The department already inspects public pools and hotel pools on a monthly basis, but now subdivision and apartment pools can be added to that list.
Usually just checking up on the half dozen public pools and hundreds of hotel pools in the county is a big enough undertaking. That job is about to get bigger and not because of an increase in manpower but rather an ethical obligation.
"There's 24 that are pretty bad and there's 6 more that had a lot of water damage."
Still, it was water that saved the rest of Gordon Elliott's Chardonnay apartment complex when it caught fire several months ago.
"You just never know what's going to happen," says Elliott, such as another headache while he's still dealing with this one. This time water is the problem, not the solution. Well, not his problem.
"If there's a problem it's public health but I haven't heard about a problem."

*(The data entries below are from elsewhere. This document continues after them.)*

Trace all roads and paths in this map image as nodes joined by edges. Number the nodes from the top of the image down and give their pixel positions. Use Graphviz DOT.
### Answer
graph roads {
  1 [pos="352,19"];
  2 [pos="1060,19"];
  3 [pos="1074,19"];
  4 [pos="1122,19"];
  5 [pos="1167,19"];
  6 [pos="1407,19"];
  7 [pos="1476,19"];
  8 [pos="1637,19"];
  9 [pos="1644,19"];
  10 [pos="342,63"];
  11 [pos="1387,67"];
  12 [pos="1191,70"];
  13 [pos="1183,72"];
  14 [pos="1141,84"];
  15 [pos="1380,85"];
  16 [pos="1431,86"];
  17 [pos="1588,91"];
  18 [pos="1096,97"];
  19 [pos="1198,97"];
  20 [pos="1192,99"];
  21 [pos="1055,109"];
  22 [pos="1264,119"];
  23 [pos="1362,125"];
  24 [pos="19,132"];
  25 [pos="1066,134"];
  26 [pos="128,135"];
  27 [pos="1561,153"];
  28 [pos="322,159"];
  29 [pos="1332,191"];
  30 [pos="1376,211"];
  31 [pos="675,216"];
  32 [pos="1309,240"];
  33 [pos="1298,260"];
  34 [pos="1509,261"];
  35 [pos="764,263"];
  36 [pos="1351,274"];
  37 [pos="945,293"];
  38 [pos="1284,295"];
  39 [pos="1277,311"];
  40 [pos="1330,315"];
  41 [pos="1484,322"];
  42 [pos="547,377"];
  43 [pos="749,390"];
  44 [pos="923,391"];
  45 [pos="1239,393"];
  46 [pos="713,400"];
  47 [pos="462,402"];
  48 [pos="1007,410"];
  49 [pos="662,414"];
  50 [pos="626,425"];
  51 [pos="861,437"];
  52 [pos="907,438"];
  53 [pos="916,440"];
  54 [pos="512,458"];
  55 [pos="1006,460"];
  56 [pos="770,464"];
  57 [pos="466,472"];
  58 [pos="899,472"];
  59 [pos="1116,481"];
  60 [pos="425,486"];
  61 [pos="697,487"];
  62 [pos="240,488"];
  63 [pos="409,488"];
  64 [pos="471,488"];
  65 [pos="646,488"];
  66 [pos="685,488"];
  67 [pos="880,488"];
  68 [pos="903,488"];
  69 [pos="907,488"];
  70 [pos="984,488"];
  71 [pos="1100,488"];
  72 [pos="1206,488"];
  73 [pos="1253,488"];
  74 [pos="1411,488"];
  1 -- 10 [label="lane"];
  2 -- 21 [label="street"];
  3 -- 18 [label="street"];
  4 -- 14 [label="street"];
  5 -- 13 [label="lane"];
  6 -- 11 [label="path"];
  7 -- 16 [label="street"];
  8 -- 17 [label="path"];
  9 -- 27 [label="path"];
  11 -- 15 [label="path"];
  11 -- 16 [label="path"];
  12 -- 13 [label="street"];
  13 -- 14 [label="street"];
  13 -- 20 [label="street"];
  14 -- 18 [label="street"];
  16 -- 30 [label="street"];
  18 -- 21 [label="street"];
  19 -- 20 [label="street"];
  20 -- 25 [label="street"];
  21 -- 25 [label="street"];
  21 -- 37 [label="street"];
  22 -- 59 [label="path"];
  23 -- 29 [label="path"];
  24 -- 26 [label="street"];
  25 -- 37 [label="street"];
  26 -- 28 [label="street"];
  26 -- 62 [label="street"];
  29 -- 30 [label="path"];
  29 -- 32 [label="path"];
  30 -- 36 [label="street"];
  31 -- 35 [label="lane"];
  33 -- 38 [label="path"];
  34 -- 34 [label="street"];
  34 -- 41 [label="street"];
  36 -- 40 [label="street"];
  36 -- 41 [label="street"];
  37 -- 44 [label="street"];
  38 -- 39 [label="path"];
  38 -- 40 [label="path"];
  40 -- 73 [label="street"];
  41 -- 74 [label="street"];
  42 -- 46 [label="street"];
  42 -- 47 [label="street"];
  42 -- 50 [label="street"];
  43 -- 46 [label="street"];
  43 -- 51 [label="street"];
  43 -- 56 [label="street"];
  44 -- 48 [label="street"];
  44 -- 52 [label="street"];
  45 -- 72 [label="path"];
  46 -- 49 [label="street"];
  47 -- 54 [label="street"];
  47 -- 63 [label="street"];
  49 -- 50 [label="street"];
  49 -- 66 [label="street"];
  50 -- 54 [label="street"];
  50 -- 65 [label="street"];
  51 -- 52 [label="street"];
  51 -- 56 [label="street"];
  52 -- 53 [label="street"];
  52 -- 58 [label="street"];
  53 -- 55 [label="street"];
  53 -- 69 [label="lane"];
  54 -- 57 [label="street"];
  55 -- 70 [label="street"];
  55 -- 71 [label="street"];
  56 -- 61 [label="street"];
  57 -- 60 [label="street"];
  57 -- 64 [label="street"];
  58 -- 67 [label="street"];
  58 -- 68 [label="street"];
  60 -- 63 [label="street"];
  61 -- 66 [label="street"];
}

That's why Elliott is confused. He says he's been perfectly satisfied with the Springfield-Greene County Health Department's practice of inspecting apartment and subdivision pools strictly on a complaint basis. But that's about to change.
"We would have liked to be doing it all along, but it gets kind of busy and crazy," explains Janet Hicks, a public health inspector.
Essentially the health department had one person to inspect all of the public and hotel pools in the city of Springfield last year. This year there will be 10 people, but because of the all-encompassing inspection schedule it's anticipated that will add several hundred pools to the summer.
Hicks says no one new has been hired; current hires are simply taking on more duties. She acknowledges it will be a challenge, and not everyone is trained yet.
"We have a lot of people working on this online module and it takes a lot of time and with everything else going on the and the phone ringing and people coming in-- it's really hard to even get through the training," Hicks tells us.
Elliott doesn't mind more frequent visits; he just doesn't think they're necessary, especially when he has more burning concerns.
"It doesn't help the pool, the view," Elliott says, pointing at the charred portion of his building.
Elliott is also concerned about there eventually being a fee to do more inspections. The letter the health department sent all apartment and neighborhood pools two weeks ago says there will be no fee at this time. But a study is being conducted on the process, and that will be completed some time after July first so things could change.
When apartment and subdivision pool inspections were conducted on a complaint basis the health department responded to about a dozen a year.